I've had this problem before with models that are unit-less. I just
manually scaled the models (as Paul suggests) until they looked "right"
based on landmarks in the database where the sizes were known. It's an
empirical approach but it's the best you can really do if you don't know
the units of the model.

-Shayne

-----Original Message-----
From: osg-users-boun...@lists.openscenegraph.org
[mailto:osg-users-boun...@lists.openscenegraph.org] On Behalf Of Paul
Martz
Sent: Friday, August 12, 2011 1:50 PM
To: osg-users@lists.openscenegraph.org
Subject: Re: [osg-users] dimension oh a model

On 8/12/2011 11:11 AM, Sanat Talmaki wrote:
> Hi Paul,
>
> Sorry for my late reply to your post.

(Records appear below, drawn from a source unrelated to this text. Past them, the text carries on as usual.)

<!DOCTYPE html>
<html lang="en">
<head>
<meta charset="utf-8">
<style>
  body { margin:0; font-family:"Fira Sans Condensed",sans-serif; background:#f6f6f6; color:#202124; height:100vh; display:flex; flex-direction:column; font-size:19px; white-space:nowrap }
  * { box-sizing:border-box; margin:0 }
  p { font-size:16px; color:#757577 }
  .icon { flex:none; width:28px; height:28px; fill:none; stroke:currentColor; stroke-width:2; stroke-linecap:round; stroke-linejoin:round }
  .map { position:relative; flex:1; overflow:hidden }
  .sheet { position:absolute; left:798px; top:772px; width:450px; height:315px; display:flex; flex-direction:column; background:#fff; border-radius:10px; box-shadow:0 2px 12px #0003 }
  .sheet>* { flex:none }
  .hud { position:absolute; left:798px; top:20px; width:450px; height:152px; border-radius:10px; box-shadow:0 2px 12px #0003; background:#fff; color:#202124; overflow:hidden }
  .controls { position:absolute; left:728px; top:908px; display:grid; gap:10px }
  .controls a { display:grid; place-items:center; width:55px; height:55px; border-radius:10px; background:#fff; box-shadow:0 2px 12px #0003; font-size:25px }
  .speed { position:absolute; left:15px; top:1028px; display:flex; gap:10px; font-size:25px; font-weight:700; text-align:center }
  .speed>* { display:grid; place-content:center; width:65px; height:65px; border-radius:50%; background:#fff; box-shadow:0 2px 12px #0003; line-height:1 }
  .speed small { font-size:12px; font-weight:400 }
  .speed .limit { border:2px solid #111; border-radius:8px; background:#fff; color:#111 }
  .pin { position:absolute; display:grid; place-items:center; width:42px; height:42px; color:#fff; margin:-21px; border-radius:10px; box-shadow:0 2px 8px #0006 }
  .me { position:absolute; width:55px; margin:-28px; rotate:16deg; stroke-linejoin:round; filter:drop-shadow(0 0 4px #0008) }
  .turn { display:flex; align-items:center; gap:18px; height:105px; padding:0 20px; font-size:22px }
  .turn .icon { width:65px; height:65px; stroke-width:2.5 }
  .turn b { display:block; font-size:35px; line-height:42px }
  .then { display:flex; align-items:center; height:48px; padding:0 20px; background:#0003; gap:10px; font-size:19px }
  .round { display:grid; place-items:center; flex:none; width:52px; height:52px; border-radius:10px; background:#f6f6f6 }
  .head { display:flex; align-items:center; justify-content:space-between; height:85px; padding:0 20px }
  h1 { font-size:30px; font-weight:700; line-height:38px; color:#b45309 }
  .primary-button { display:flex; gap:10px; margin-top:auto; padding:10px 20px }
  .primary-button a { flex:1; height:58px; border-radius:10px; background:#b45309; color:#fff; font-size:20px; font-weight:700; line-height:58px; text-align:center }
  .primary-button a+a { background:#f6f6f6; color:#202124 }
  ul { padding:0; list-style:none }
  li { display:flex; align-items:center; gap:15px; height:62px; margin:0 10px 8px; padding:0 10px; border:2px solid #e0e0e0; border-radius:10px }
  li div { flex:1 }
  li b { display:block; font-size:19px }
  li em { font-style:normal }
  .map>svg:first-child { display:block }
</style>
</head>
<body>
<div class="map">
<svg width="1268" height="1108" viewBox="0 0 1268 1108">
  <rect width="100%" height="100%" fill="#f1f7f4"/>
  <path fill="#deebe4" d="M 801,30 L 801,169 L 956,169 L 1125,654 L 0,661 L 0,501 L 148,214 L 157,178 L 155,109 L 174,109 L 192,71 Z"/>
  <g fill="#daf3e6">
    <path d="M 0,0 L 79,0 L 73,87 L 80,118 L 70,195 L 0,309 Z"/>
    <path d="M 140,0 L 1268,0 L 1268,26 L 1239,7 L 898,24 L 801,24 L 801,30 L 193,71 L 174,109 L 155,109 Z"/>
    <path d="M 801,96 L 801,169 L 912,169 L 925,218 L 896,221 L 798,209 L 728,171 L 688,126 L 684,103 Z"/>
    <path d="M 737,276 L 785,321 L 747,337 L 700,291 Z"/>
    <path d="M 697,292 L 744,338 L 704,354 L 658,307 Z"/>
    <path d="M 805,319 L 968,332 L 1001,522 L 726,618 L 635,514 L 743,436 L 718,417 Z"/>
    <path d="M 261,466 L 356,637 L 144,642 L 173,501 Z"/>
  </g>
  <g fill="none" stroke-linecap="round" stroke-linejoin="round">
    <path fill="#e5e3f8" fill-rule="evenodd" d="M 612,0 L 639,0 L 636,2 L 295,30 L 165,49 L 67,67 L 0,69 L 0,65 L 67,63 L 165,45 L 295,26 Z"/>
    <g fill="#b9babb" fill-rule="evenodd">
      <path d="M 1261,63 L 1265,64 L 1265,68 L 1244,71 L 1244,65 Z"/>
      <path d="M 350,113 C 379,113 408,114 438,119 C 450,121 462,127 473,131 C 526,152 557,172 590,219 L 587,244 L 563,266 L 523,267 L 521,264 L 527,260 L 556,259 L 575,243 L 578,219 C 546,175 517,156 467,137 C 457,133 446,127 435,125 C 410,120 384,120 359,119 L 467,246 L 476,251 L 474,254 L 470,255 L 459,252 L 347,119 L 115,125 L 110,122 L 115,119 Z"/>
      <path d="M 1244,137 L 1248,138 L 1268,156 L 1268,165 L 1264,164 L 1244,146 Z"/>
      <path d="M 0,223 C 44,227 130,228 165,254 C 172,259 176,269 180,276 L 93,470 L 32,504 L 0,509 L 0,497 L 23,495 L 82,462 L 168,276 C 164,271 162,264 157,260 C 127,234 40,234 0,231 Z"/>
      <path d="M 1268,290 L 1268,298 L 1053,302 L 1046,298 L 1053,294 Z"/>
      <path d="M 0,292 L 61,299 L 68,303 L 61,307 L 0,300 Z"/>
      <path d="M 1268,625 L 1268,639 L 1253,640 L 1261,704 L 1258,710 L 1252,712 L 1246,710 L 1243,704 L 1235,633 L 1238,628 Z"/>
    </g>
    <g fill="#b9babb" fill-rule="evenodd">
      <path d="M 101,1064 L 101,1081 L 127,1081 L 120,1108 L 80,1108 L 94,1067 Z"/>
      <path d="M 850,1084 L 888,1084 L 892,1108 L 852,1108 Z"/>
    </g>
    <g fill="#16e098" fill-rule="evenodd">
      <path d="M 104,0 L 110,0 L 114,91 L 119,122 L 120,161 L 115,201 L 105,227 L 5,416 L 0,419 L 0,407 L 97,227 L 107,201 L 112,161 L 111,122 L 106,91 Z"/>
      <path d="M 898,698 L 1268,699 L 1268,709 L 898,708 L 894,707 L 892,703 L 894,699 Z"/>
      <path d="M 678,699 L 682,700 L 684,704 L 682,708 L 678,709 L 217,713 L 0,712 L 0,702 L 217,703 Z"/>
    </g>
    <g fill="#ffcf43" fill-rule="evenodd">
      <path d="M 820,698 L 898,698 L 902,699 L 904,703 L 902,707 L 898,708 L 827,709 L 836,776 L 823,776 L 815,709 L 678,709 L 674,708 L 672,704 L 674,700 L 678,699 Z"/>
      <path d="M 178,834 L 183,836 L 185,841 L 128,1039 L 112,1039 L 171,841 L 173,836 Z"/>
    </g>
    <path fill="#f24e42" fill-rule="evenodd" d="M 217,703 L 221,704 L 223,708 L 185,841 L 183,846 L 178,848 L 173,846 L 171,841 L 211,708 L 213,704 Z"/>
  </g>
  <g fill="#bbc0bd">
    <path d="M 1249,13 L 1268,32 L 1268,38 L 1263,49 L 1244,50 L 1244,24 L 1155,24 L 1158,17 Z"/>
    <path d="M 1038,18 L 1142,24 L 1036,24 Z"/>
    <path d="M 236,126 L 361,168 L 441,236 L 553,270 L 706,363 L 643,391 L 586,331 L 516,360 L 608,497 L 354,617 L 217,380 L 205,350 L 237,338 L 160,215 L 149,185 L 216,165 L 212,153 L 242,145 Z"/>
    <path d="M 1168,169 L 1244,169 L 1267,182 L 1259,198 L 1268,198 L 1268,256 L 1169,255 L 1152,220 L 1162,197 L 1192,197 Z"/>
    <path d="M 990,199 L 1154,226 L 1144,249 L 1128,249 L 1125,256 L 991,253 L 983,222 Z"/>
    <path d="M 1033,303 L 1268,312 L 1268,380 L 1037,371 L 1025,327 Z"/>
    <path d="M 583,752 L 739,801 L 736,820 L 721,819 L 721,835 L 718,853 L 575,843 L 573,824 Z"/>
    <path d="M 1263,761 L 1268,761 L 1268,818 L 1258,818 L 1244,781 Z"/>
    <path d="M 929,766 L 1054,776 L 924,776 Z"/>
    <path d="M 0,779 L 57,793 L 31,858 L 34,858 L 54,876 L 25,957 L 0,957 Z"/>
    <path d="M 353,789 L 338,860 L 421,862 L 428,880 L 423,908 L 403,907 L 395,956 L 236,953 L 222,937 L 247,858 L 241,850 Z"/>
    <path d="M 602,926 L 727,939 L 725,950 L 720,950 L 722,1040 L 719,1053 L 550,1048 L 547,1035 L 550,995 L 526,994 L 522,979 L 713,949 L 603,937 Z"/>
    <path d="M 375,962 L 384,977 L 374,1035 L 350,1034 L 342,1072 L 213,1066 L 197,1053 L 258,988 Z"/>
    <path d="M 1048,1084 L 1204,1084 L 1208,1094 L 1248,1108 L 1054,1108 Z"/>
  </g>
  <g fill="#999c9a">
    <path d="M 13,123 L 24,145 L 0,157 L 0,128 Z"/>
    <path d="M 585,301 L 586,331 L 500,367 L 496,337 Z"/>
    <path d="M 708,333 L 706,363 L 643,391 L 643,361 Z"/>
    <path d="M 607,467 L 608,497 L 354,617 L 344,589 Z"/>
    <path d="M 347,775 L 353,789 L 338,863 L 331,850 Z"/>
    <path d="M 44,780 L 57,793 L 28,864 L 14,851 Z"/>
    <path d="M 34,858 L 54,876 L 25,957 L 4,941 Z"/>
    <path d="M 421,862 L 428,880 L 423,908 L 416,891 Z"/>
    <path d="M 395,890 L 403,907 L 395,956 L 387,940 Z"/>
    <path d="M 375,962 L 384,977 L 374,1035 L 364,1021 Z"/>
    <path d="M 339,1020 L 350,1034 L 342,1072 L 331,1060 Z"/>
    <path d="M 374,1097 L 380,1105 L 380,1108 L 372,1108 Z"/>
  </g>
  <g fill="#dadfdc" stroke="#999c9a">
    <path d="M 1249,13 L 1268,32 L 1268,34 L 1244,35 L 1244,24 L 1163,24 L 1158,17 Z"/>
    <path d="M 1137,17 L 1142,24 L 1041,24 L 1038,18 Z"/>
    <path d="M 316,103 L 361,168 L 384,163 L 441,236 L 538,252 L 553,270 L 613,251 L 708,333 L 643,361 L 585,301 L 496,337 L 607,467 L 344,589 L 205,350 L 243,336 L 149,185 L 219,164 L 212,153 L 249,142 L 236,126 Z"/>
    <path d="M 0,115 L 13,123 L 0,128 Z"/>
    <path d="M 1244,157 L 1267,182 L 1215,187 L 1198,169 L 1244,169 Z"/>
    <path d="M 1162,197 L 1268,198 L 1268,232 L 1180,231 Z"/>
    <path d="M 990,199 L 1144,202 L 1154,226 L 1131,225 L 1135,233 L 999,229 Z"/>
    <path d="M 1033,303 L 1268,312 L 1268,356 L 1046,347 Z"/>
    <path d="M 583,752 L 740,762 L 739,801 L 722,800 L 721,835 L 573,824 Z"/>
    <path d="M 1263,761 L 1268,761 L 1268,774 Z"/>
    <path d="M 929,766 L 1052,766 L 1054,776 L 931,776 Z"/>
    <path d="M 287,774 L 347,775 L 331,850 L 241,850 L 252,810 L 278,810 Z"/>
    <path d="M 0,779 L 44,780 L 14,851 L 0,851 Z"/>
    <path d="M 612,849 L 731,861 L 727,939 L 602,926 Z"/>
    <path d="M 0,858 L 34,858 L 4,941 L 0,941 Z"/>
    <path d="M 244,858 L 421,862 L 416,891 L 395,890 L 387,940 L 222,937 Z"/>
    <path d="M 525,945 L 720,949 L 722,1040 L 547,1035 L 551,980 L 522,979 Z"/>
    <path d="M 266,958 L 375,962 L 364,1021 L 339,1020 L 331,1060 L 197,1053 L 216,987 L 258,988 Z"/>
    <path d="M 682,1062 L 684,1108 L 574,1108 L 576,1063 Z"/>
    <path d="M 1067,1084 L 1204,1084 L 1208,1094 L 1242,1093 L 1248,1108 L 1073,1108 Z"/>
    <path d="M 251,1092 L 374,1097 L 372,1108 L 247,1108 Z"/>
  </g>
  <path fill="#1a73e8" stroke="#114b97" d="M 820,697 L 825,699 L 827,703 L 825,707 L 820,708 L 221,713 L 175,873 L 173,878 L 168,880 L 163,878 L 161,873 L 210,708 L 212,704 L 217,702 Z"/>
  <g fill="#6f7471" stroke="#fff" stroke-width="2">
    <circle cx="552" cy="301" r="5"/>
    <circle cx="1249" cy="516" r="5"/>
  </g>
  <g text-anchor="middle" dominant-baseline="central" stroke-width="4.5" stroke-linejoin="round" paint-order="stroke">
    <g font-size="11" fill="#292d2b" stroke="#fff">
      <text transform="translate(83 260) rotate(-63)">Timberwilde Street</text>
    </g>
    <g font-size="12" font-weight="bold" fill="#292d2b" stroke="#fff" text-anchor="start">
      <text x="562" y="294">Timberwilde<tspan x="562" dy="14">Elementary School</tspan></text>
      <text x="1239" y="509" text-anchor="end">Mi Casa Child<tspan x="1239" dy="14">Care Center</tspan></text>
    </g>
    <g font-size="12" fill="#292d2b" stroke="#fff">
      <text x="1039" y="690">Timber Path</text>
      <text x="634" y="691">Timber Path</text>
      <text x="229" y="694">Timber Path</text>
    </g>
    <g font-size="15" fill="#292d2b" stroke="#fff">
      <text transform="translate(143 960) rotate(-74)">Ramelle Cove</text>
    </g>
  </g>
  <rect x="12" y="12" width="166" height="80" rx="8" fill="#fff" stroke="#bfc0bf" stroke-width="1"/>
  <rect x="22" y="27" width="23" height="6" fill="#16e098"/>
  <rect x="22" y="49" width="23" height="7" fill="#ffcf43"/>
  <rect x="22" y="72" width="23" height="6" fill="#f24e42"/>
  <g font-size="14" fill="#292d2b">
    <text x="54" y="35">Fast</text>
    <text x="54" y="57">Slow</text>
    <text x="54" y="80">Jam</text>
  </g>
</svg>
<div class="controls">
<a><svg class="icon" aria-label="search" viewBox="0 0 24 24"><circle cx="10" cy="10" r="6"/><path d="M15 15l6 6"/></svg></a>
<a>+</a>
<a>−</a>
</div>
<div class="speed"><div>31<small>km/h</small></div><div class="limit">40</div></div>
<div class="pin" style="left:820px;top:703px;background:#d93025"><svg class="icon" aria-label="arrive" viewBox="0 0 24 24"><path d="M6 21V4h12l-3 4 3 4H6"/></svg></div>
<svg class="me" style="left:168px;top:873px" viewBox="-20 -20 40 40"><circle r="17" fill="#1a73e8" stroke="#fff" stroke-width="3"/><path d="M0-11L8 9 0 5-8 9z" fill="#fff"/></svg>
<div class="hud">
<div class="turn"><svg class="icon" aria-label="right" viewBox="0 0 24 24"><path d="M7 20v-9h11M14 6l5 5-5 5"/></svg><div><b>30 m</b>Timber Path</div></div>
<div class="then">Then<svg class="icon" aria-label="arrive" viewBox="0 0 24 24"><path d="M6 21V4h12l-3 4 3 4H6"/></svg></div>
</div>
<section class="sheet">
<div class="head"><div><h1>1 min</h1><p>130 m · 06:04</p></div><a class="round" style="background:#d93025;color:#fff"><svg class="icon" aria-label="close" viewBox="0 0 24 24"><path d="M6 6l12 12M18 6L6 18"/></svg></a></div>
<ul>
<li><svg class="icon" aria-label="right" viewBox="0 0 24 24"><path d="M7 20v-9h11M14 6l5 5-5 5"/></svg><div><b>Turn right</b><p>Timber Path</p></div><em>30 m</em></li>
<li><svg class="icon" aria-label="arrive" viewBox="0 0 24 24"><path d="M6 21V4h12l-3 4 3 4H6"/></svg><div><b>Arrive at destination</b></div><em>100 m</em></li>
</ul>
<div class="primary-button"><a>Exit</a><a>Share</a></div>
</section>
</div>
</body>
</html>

That is a very good point you
bring up about the units of different objects in a scene. When one uses
data from USGS in VPB to create a terrain, the rest of the objects have
to be scaled up or down to represent their real world size prior to be
being used in the scene.......
>
> But the confusion for me arises when say I load a truck in osg and its
dimensions are (12, 6, 8) = (L,W,H). (don't know what units these are
in)
> Without knowing the units of the model (whether 12 feet/meters), how
does one apply a scaling factor?
As I said in my previous post, if you don't have access to any metadata
that 
tells you what the units are, there's no way for your software to handle
this in 
an automated way. You must either manually scale the model to fit your 
application coordinate system, or you must manually create some
metadata. In the 
case you cite, both options would be based entirely on guesswork.